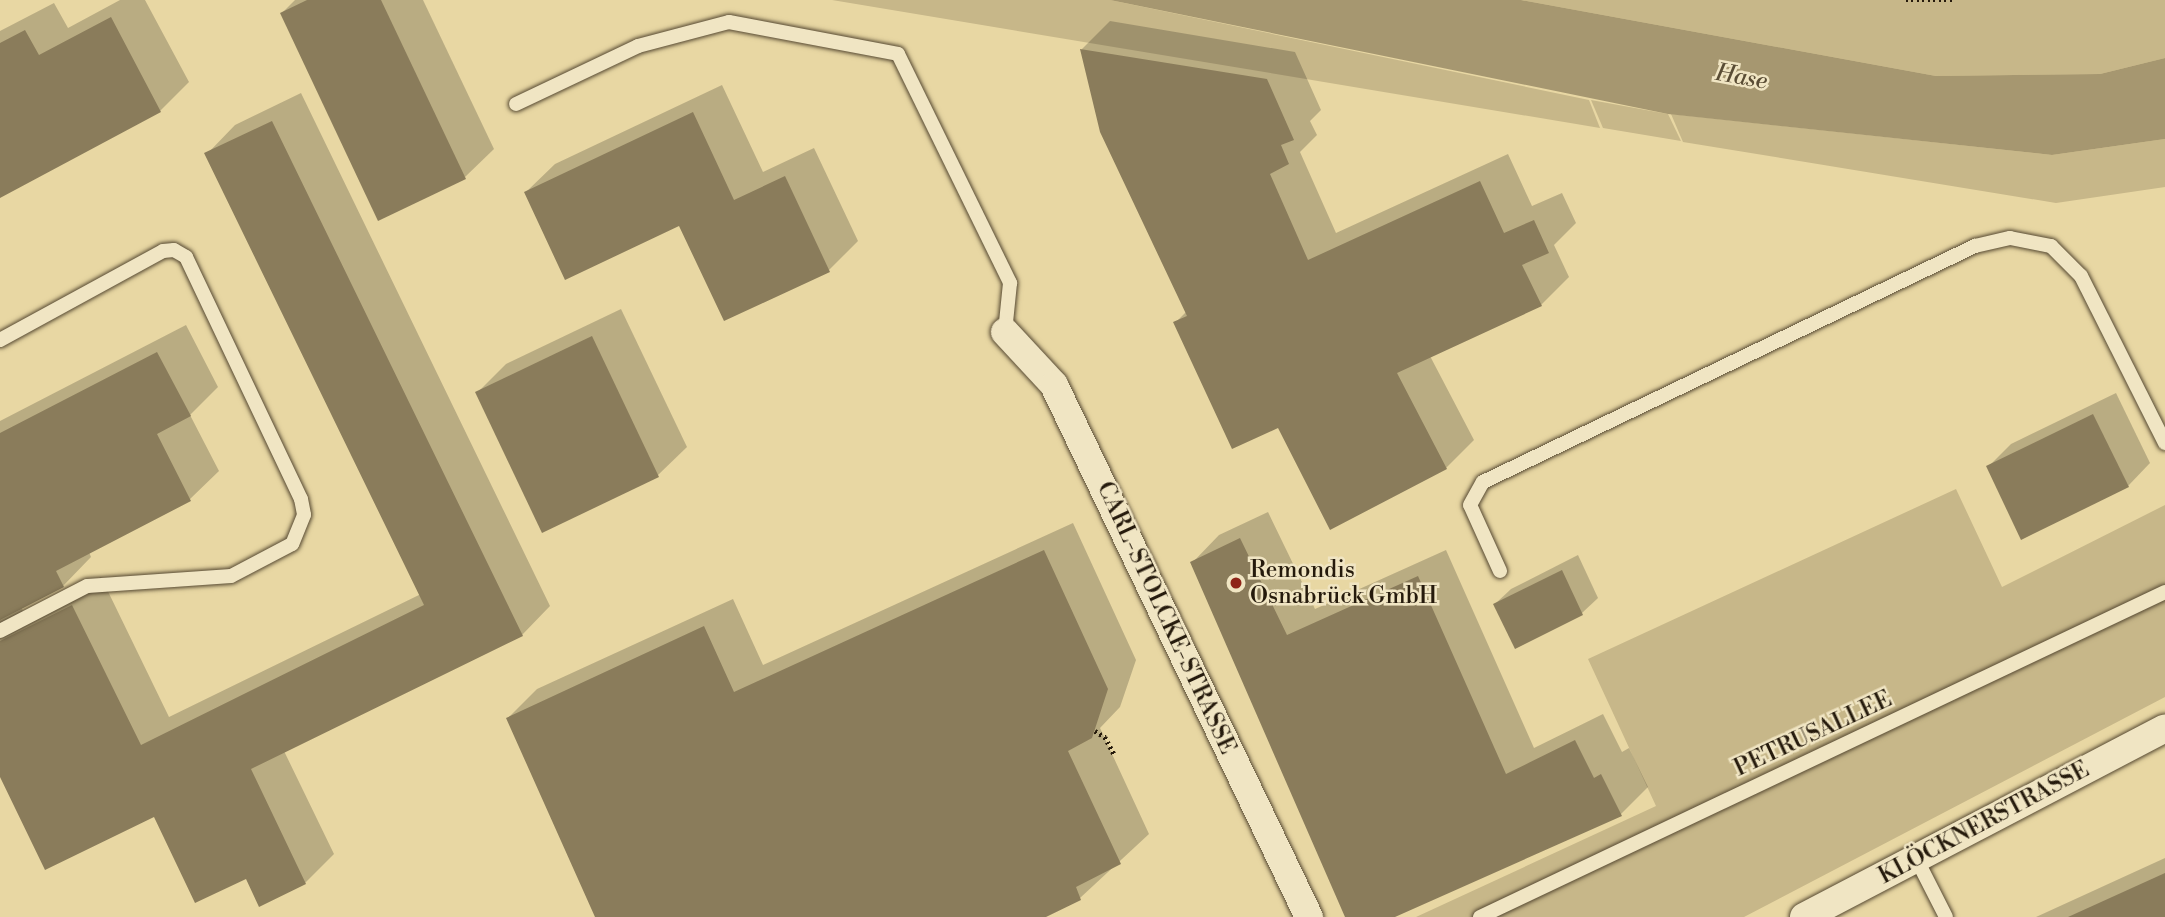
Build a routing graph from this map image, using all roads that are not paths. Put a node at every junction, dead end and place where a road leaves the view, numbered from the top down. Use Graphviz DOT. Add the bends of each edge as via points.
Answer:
graph roads {
  1 [pos="516,104"];
  2 [pos="1005,332"];
  3 [pos="0,340"];
  4 [pos="2165,443"];
  5 [pos="1500,571"];
  6 [pos="2165,592"];
  7 [pos="0,631"];
  8 [pos="2165,728"];
  9 [pos="1916,858"];
  10 [pos="1308,917"];
  11 [pos="1480,917"];
  12 [pos="1804,917"];
  13 [pos="1946,917"];
  1 -- 2 [label="lane" via="638,47 729,22 898,54 1010,284"];
  2 -- 10 [label="street, CARL-STOLCKE-STRASSE" via="1055,384"];
  3 -- 7 [label="lane" via="163,251 174,250 186,257 301,499 304,515 292,544 231,576 87,586"];
  4 -- 5 [label="lane" via="2081,276 2051,246 2010,238 1975,246 1483,482 1469,505"];
  6 -- 11 [label="lane, PETRUSALLEE"];
  8 -- 9 [label="street, KLÖCKNERSTRASSE"];
  9 -- 12 [label="street, KLÖCKNERSTRASSE"];
  9 -- 13 [label="lane"];
}
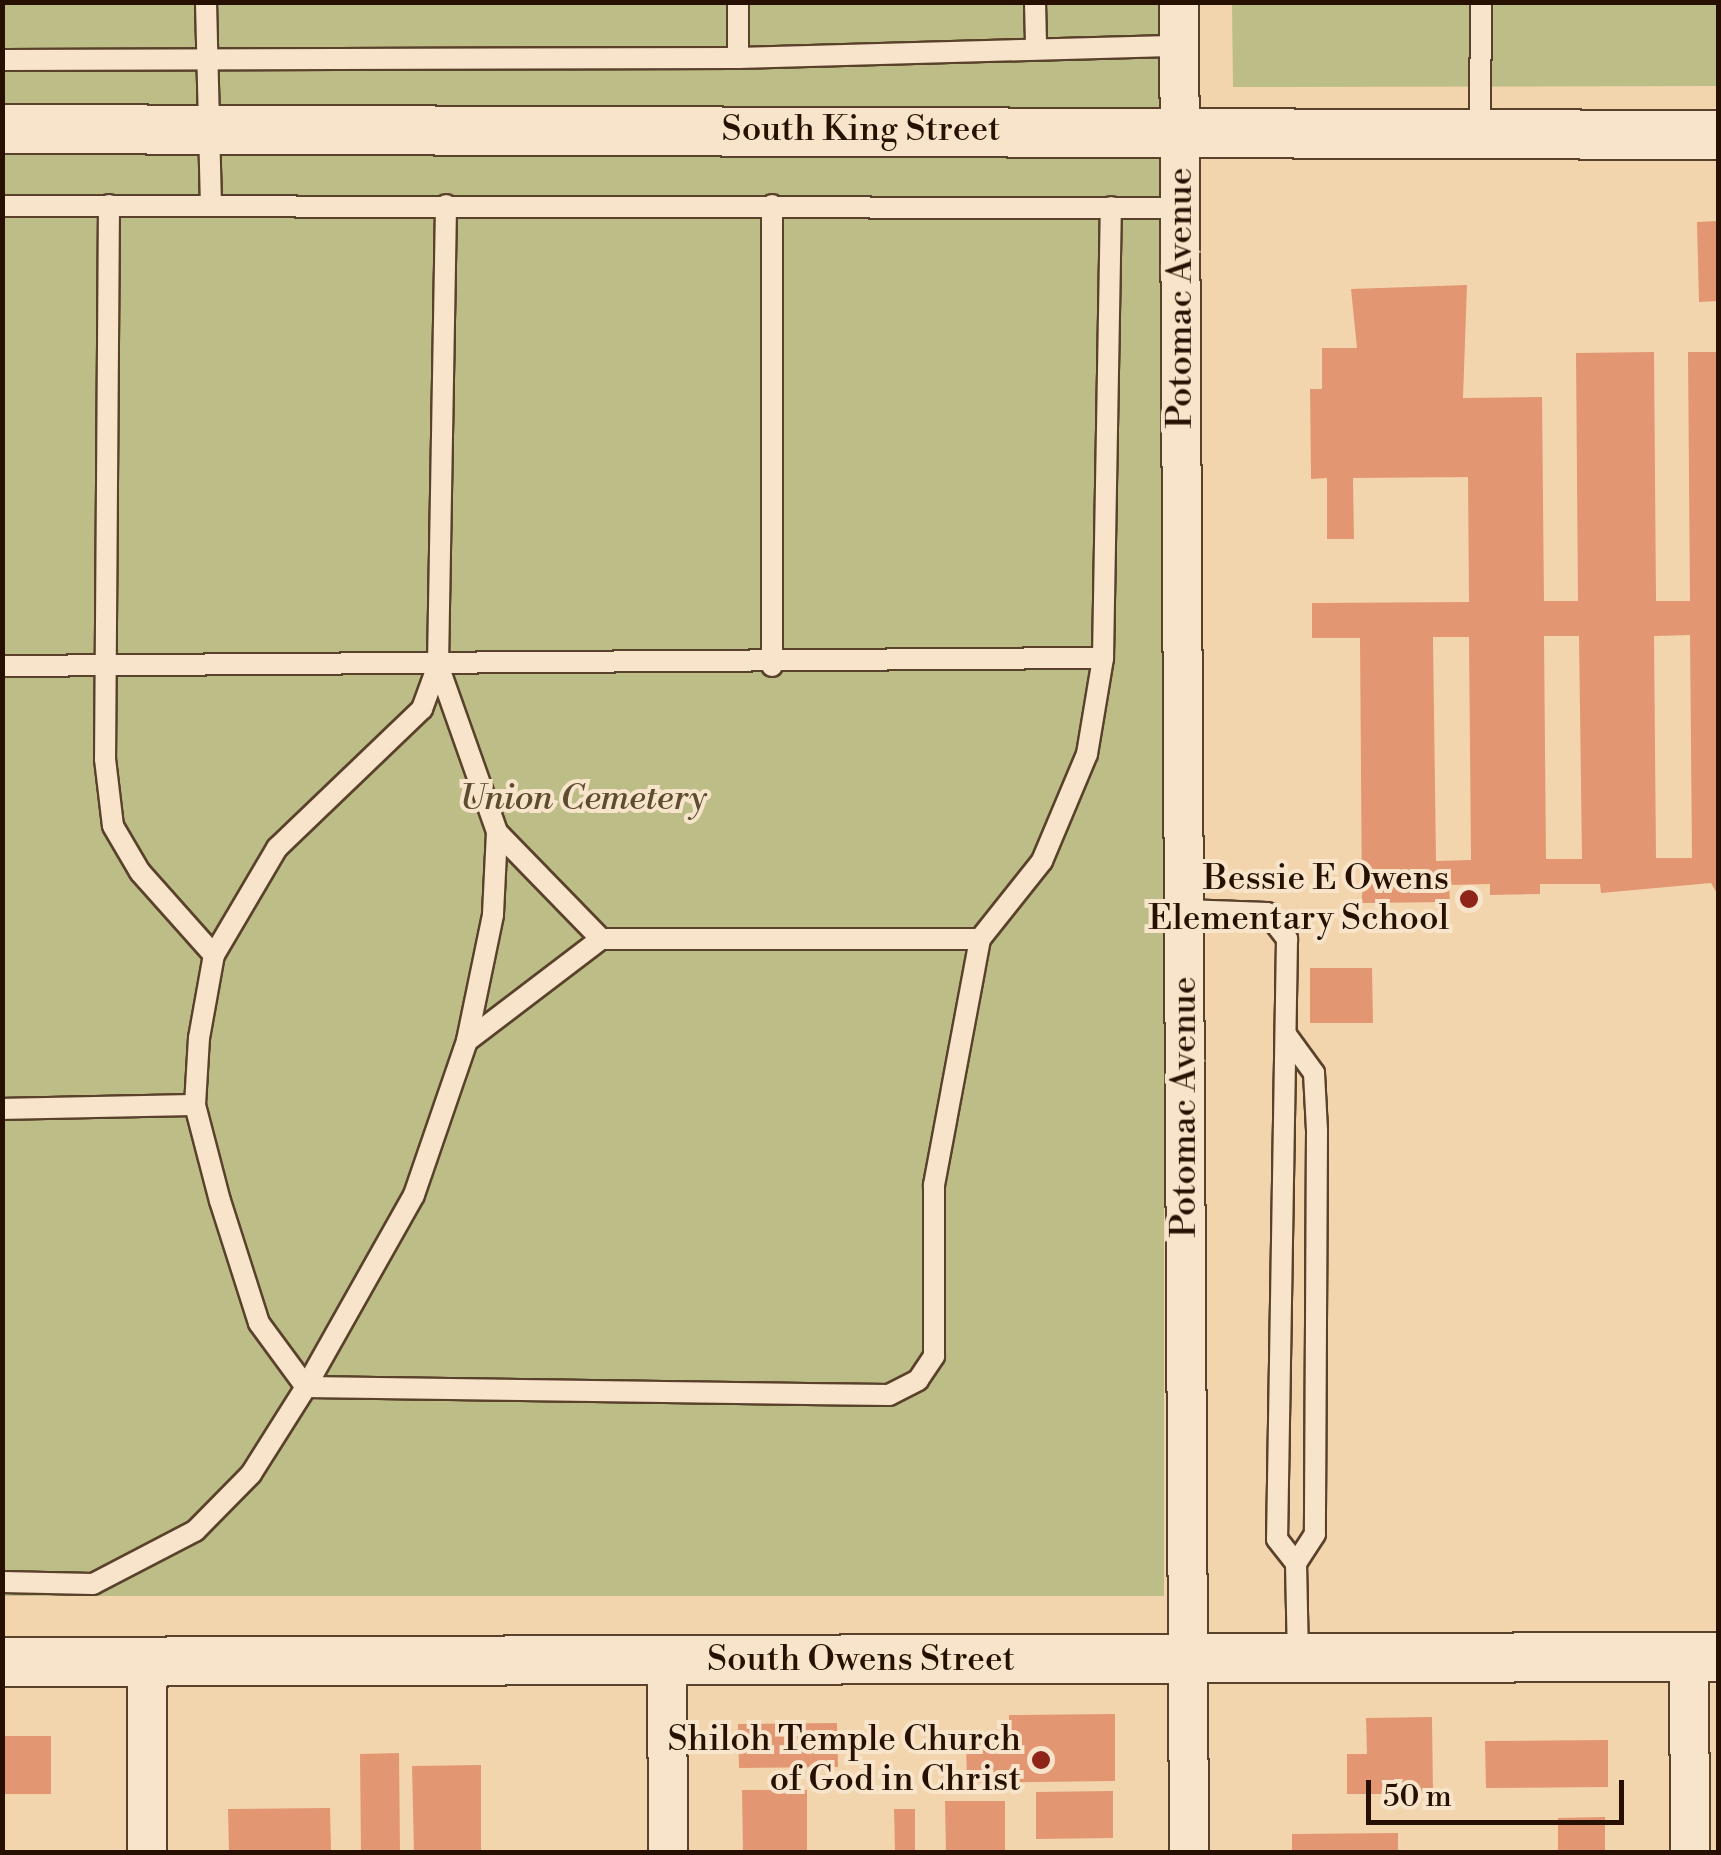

-=-=-

> Your goal
Leave the pictures behind and repeat each entry exactly.

> The answer
Build a routing graph from this map image, using all roads that are not paths. Put a node at every junction, dead end and place where a road leaves the view, numbered from the top down. Use Graphviz DOT. Add the bends of each edge as via points.
Answer:
graph roads {
  1 [pos="516,104"];
  2 [pos="1005,332"];
  3 [pos="0,340"];
  4 [pos="2165,443"];
  5 [pos="1500,571"];
  6 [pos="2165,592"];
  7 [pos="0,631"];
  8 [pos="2165,728"];
  9 [pos="1916,858"];
  10 [pos="1308,917"];
  11 [pos="1480,917"];
  12 [pos="1804,917"];
  13 [pos="1946,917"];
  1 -- 2 [label="lane" via="638,47 729,22 898,54 1010,284"];
  2 -- 10 [label="street, CARL-STOLCKE-STRASSE" via="1055,384"];
  3 -- 7 [label="lane" via="163,251 174,250 186,257 301,499 304,515 292,544 231,576 87,586"];
  4 -- 5 [label="lane" via="2081,276 2051,246 2010,238 1975,246 1483,482 1469,505"];
  6 -- 11 [label="lane, PETRUSALLEE"];
  8 -- 9 [label="street, KLÖCKNERSTRASSE"];
  9 -- 12 [label="street, KLÖCKNERSTRASSE"];
  9 -- 13 [label="lane"];
}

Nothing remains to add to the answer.